Genova, la protesta degli sfollati: "Fateci recuperare le nostre cose". Toninelli: "Governo aiuterà su rate mutui e agevolazioni fiscali"
Categorico il sindaco Bucci: "Non si entra finché non è accertata la sicurezza delle case"

Protesta degli sfollati a Genova, dopo il crollo del ponte Morandi. Gli abitanti di via Porro, evacuati perché le loro case si trovano sotto al troncone del viadotto, si sono riuniti di fronte agli uffici della Regione, per il consiglio regionale e comunale congiunto per fare il punto sulla vicenda.

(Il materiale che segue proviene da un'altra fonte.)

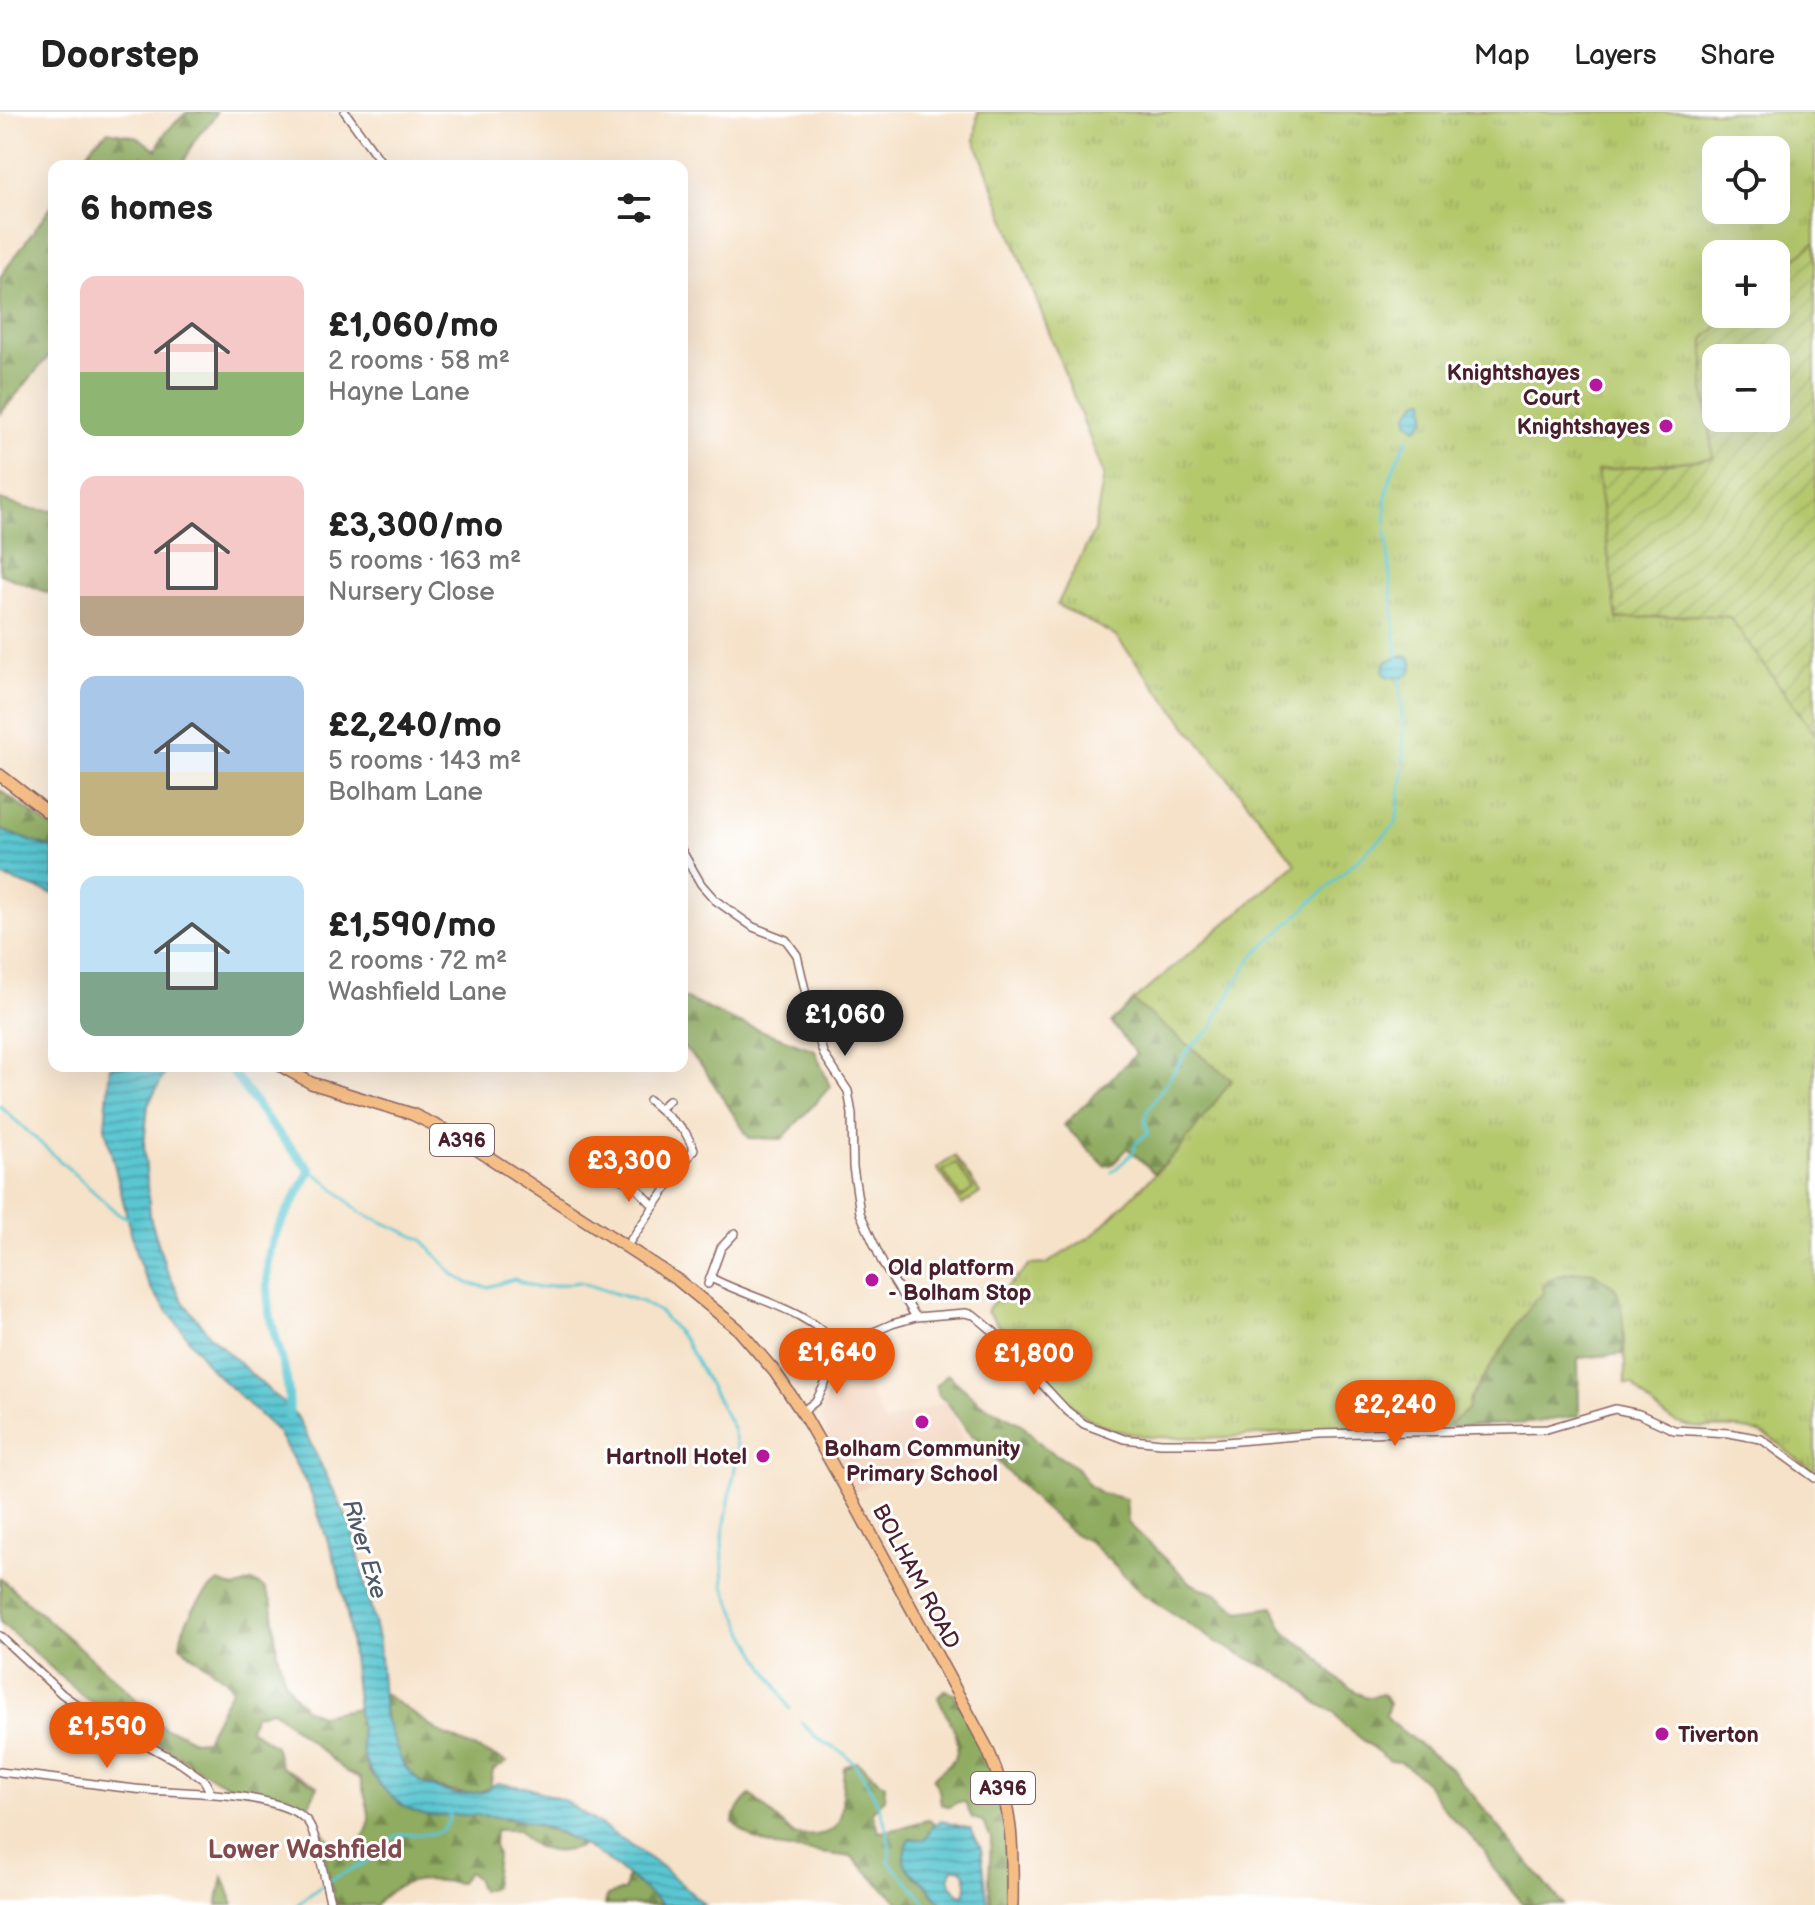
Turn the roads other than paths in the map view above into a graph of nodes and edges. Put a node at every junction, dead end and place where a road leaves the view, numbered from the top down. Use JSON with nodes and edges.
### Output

Gli sfollati hanno chiesto ai politici locali di poter tornare nelle loro abitazioni per recuperare gli effetti personali, ma il sindaco di Genova Marco Bucci è stato categorico: "Quelle case sono off limits finché non avrò garanzie sulla sicurezza".

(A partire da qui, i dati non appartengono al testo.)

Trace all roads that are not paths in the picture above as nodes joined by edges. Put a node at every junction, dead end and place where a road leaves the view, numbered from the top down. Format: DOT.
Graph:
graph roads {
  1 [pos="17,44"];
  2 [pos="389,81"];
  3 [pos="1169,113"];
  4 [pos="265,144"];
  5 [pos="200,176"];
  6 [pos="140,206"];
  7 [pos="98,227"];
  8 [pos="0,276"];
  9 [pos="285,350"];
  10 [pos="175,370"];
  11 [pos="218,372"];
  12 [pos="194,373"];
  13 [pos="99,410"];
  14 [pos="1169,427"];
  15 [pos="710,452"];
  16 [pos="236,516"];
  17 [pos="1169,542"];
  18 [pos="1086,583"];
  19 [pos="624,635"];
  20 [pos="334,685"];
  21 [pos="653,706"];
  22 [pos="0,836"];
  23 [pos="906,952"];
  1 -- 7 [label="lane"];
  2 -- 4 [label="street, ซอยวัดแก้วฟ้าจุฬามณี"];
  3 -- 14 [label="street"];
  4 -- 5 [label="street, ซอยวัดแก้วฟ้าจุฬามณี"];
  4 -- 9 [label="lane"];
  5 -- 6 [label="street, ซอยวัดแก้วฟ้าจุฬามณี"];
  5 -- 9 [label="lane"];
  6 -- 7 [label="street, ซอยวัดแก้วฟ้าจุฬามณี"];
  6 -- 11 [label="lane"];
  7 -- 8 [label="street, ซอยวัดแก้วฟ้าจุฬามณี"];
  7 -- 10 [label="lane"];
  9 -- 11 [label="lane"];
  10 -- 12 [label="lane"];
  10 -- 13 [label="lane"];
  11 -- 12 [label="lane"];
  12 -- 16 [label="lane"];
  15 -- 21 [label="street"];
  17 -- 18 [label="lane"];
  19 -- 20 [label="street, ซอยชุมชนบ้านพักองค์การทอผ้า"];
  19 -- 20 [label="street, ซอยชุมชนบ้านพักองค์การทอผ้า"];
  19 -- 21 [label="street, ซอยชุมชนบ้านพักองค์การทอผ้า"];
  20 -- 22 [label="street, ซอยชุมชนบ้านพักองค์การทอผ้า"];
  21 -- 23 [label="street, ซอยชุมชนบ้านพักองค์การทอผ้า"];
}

Le proteste sono scoppiate anche perché i cittadini non sono stati inizialmente ammessi in aula per il consiglio. Una delegazione è stata poi fatta accomodare nei posti riservati al pubblico. La seduta si è avviata con un minuto di silenzio dedicato alle 43 vittime del crollo del Ponte. Poi la parola al governatore ligure Giovanni Toti che ha ringraziato le forze dell'ordine intervenute per il crollo. "L'emergenza sarà finita quando ponte sarà ricostruito, intanto attendiamo a breve il piano di demolizione del ponte", ha detto il governatore. "Stiamo definendo l'ingresso scaglionato nelle scuole. Puntiamo sull'apertura della viabilità alternativa attraverso Ilva entro settembre, mentre abbiamo aumentato del 75% le corse navebus".

Gli sfollati che volevano entrare a un certo punto hanno detto "escano fuori loro". "Ci aspettiamo risposte. Quando vogliono demolire? Chi paga?. Noi viviamo in un limbo, non ne possiamo più di non sapere quando possiamo rientrare nelle nostre case, noi siamo scappati, vogliamo prendere i nostri ricordi, le nostre cose", ha spiegato il portavoce del comitato degli sfollati di via Porro Ennio Guerci.